Not sure what you meant by deprecating the level.
>
> Anyway, have at it, poke holes and report issues.


--
Thanks and Regards
gautham

Subject: Re: [RFC][PATCH 0/8] load-balancing and cpu_power -v2

On Tue, Sep 01, 2009 at 10:34:31AM +0200, Peter Zijlstra wrote:
> A more complete version, one that compiles and mostly works on the
> simple tests to which it was subjected.
>
> It still lacks integration with APERF/MPERF because that stuff was
> hidding in some acpi driver instead of placed in arch code for general
> consumption.. will fix.
>
> Also, SD_SHARE_CPUPOWER seems redundant in the face of sd->level ==
> SD_LV_SIBLING, should we remove the SD_flag or depricate the level?
>
> Anyway, have at it, poke holes and report issues.

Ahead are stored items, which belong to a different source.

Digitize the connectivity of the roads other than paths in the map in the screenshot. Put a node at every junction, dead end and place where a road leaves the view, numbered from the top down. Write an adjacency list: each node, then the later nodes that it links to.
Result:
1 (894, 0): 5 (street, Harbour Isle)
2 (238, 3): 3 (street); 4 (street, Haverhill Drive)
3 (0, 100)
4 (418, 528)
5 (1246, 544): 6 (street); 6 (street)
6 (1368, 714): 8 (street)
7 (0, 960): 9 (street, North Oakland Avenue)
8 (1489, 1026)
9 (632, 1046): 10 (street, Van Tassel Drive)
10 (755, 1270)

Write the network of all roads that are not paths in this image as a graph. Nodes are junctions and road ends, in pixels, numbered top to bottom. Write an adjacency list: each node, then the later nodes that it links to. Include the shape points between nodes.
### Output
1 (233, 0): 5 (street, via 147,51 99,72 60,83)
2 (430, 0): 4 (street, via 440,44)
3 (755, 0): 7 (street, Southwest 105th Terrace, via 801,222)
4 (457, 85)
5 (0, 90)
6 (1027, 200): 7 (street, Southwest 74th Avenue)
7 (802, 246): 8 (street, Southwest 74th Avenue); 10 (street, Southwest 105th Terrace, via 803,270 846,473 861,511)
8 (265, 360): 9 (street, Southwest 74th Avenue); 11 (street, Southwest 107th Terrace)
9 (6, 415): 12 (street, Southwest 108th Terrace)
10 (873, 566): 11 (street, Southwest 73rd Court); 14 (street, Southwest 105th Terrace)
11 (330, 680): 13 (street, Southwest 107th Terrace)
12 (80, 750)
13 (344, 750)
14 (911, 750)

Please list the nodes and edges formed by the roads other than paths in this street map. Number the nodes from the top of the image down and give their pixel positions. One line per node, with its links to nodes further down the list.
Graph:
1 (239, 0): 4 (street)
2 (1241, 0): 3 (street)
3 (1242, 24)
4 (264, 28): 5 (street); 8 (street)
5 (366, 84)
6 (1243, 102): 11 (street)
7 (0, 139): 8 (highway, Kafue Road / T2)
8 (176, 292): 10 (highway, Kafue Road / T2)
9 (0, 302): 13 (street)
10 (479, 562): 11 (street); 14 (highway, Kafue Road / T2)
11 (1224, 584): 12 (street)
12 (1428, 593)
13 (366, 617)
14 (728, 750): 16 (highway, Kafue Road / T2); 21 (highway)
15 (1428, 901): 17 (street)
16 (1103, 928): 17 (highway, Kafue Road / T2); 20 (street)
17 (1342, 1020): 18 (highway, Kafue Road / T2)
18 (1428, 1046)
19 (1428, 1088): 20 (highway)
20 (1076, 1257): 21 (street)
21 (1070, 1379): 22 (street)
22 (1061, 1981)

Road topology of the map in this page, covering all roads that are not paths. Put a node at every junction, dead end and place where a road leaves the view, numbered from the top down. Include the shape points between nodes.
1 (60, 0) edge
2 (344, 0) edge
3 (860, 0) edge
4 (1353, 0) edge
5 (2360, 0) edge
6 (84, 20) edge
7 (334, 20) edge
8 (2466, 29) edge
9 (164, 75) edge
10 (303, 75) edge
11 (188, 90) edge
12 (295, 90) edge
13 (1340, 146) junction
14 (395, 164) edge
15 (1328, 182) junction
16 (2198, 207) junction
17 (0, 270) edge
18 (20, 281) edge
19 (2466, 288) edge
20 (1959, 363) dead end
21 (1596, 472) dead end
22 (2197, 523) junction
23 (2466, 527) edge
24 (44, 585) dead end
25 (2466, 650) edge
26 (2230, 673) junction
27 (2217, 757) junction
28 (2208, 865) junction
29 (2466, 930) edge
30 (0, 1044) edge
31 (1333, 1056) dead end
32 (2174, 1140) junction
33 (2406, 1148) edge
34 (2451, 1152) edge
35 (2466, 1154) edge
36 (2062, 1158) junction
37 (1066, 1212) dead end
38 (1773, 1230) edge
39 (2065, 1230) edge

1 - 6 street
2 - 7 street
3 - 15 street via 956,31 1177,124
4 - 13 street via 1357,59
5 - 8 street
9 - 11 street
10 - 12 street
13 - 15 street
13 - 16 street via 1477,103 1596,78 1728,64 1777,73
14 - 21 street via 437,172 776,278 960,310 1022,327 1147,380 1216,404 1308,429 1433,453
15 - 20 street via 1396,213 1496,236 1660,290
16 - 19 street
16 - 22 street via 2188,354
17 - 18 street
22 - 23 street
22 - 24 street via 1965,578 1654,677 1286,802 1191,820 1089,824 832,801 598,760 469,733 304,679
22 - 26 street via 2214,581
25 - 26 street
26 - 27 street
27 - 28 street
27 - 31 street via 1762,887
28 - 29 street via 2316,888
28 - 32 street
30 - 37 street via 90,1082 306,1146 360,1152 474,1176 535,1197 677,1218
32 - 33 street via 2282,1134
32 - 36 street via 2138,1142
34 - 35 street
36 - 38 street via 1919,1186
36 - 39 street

Tested it (to a certain extend).
Found no performance degradation (on 1P, 2P, 4P systems). (One could
think performance might slightly degrade due to more frequent
__cpu_power updates).

Issue that I see is that switching between scheduling policies has no
effect on already running tasks:

- tasks that are already distributed among sockets are _not_
concentrated on one socket when switching from performance to
power_savings scheduling

- tasks utilizing a socket are _not_ distributed among sockets when
switching from power_savings to performance policy

This applies to modification of sched_mc_power_savings. And I think
one of above scenarios is already broken in tip/master w/o your
patches.

Otherwise especially wrt to integration of APERF/MPERF this seems to
be a good approach.


Regards,
Andreas

--
Operating | Advanced Micro Devices GmbH
System | Karl-Hammerschmidt-Str. 34, 85609 Dornach b. M?nchen, Germany
Research | Gesch?ftsf?hrer: Andrew Bowd, Thomas M. McCoy, Giuliano Meroni
Center | Sitz: Dornach, Gemeinde Aschheim, Landkreis M?nchen
(OSRC) | Registergericht M?nchen, HRB Nr. 43632

2009-09-03 13:39:04

by Peter Zijlstra

[permalink] [raw]
Subject: Re: [RFC][PATCH 0/8] load-balancing and cpu_power -v2

On Thu, 2009-09-03 at 14:10 +0200, Andreas Herrmann wrote:
> On Tue, Sep 01, 2009 at 10:34:31AM +0200, Peter Zijlstra wrote:

> > Anyway, have at it, poke holes and report issues.
>
> Tested it (to a certain extend).
> Found no performance degradation (on 1P, 2P, 4P systems). (One could
> think performance might slightly degrade due to more frequent
> __cpu_power updates).

Grand.

> This applies to modification of sched_mc_power_savings. And I think
> one of above scenarios is already broken in tip/master w/o your
> patches.

I suspect so, but confirmation would be good, I don't have a single
machine large enough to actually test any of that power saving muck.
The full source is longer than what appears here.